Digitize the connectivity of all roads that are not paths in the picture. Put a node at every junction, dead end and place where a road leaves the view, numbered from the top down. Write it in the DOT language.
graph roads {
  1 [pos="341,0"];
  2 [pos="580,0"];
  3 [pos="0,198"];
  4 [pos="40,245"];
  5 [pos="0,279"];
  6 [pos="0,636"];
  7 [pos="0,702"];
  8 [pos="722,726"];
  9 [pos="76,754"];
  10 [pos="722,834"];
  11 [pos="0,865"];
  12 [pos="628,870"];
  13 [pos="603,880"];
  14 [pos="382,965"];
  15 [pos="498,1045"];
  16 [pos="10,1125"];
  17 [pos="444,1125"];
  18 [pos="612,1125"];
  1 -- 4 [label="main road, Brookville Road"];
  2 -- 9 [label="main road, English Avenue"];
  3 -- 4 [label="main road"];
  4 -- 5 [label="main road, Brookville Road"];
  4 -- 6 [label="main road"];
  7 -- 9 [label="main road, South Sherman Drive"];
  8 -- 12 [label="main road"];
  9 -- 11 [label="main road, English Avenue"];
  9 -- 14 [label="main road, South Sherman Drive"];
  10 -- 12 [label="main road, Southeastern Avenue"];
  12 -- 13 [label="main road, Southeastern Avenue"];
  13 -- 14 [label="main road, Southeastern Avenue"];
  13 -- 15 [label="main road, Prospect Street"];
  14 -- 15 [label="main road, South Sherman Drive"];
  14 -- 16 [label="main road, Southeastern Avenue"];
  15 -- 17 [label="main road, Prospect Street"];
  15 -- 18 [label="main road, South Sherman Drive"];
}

_Your instructions_. Copy every line of the material in which the word "Street" occurs.

_Result of this task_.
  13 -- 15 [label="main road, Prospect Street"];
  15 -- 17 [label="main road, Prospect Street"];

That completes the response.